Bounding boxes with keypoints:
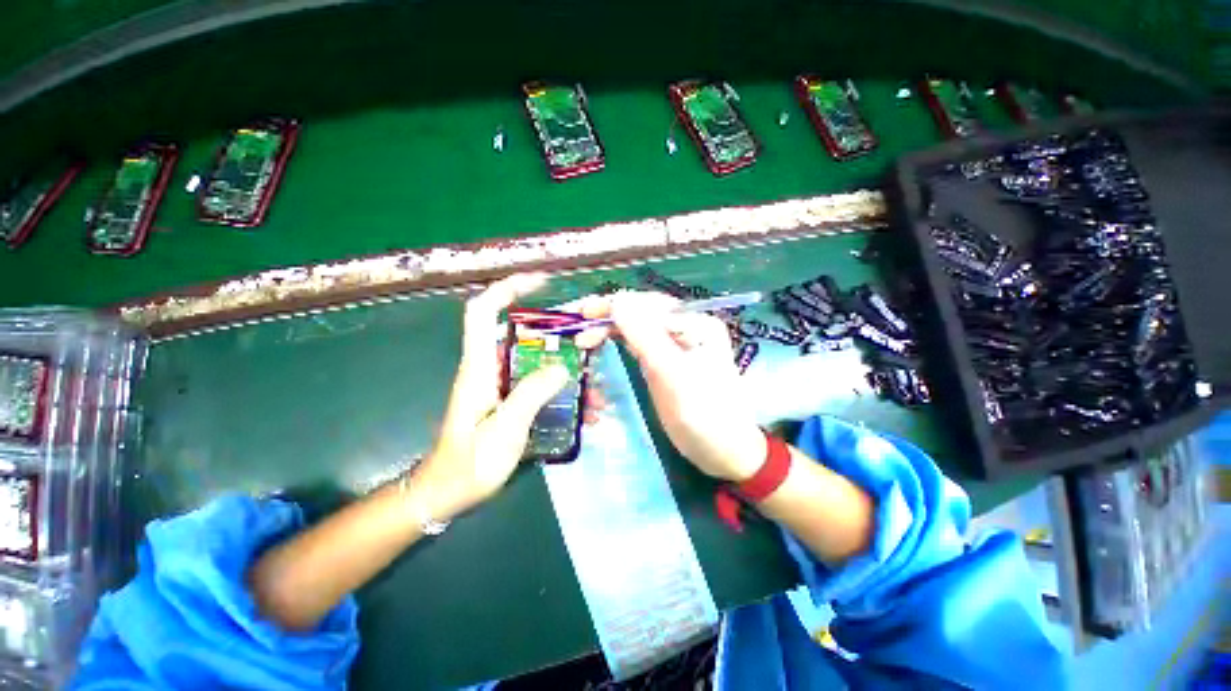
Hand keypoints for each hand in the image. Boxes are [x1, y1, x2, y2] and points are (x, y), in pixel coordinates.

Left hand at [414, 274, 596, 518]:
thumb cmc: (468, 464)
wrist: (446, 495)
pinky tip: (586, 415)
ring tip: (596, 394)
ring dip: (569, 374)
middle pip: (524, 337)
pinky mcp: (511, 402)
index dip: (507, 289)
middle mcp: (491, 369)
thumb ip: (531, 394)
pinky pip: (541, 389)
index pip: (483, 312)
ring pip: (539, 365)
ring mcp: (503, 387)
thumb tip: (561, 366)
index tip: (540, 283)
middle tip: (590, 348)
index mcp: (479, 367)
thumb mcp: (504, 429)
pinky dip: (564, 395)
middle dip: (559, 338)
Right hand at [600, 291, 766, 481]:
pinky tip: (603, 347)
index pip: (648, 304)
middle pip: (641, 313)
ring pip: (637, 328)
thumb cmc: (704, 416)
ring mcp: (675, 344)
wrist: (723, 452)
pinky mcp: (666, 361)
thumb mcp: (673, 375)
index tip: (581, 313)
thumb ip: (646, 337)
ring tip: (585, 341)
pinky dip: (618, 344)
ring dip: (610, 331)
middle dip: (608, 318)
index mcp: (696, 323)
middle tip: (577, 330)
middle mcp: (686, 327)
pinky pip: (638, 344)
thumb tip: (618, 300)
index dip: (613, 306)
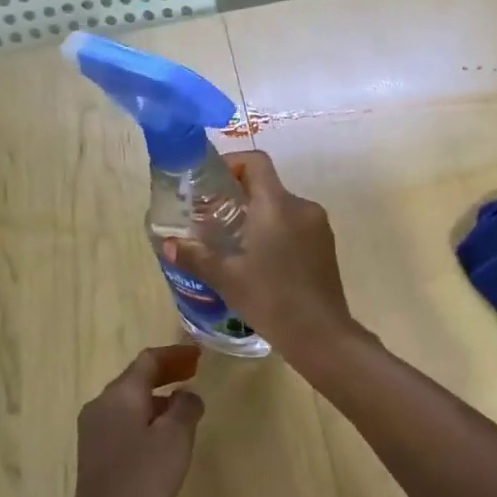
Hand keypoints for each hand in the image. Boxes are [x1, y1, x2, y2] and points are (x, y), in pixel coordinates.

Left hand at [71, 345, 204, 496]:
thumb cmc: (145, 479)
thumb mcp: (176, 437)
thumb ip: (186, 406)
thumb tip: (186, 394)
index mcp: (119, 394)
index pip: (149, 360)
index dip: (176, 354)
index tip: (199, 355)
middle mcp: (100, 405)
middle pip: (136, 378)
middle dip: (167, 373)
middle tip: (195, 373)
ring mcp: (93, 431)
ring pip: (129, 401)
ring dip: (157, 397)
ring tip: (184, 405)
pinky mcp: (94, 454)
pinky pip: (123, 422)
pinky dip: (146, 417)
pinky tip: (163, 435)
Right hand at [166, 151, 358, 353]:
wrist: (321, 334)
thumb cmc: (271, 299)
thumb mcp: (227, 278)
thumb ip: (197, 256)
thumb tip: (169, 245)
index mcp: (277, 205)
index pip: (256, 162)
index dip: (232, 163)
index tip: (211, 183)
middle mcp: (302, 207)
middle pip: (267, 186)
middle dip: (238, 197)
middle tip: (212, 219)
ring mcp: (318, 226)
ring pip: (281, 208)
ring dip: (257, 216)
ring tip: (233, 243)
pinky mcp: (326, 245)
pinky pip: (296, 225)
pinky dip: (275, 231)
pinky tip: (260, 260)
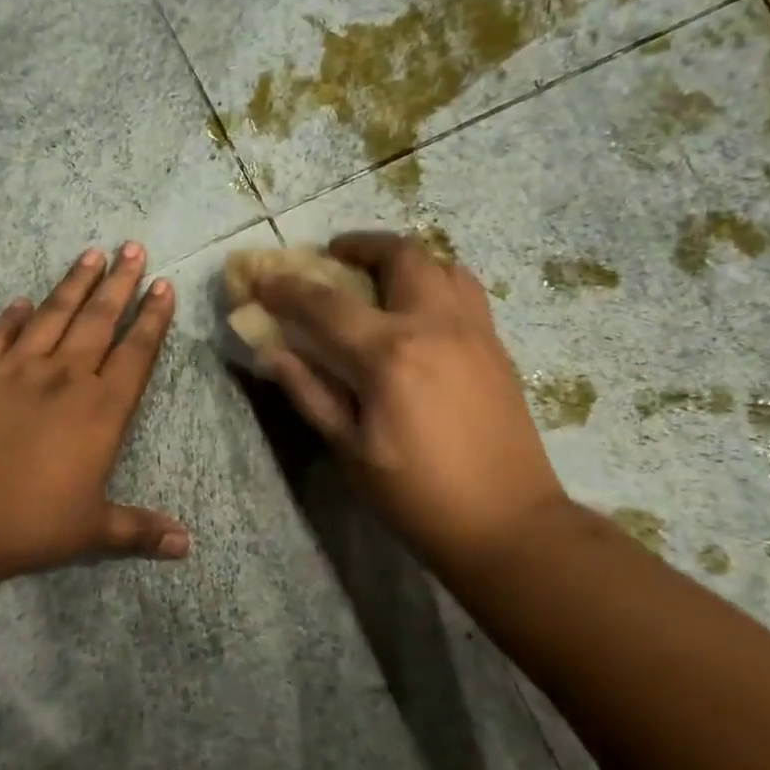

Exercise objective: Look above for the line containing "middle tip: (195, 373)"; output that line and all lines after it through the last one exactly, without the pictures.

Response to this exercise:
middle tip: (195, 373)
ring mcp: (93, 431)
ring pip: (129, 401)
ring dip: (157, 397)
ring tip: (184, 405)
pinky mcp: (94, 454)
pinky pip: (123, 422)
pinky dip: (146, 417)
pinky tip: (163, 435)
Right hand at [166, 151, 358, 353]:
wrist: (321, 334)
thumb cmc: (271, 299)
thumb mcp: (227, 278)
thumb ip: (197, 256)
thumb tip: (169, 245)
index mcp: (277, 205)
index pip: (256, 162)
index dip: (232, 163)
index tip: (211, 183)
middle mcp: (302, 207)
middle pip: (267, 186)
middle dip: (238, 197)
middle tip: (212, 219)
ring mcp: (318, 226)
ring pip: (281, 208)
ring dip: (257, 216)
ring tip: (233, 243)
pinky mcp: (326, 245)
pinky pip: (296, 225)
pinky dip: (275, 231)
pinky tip: (260, 260)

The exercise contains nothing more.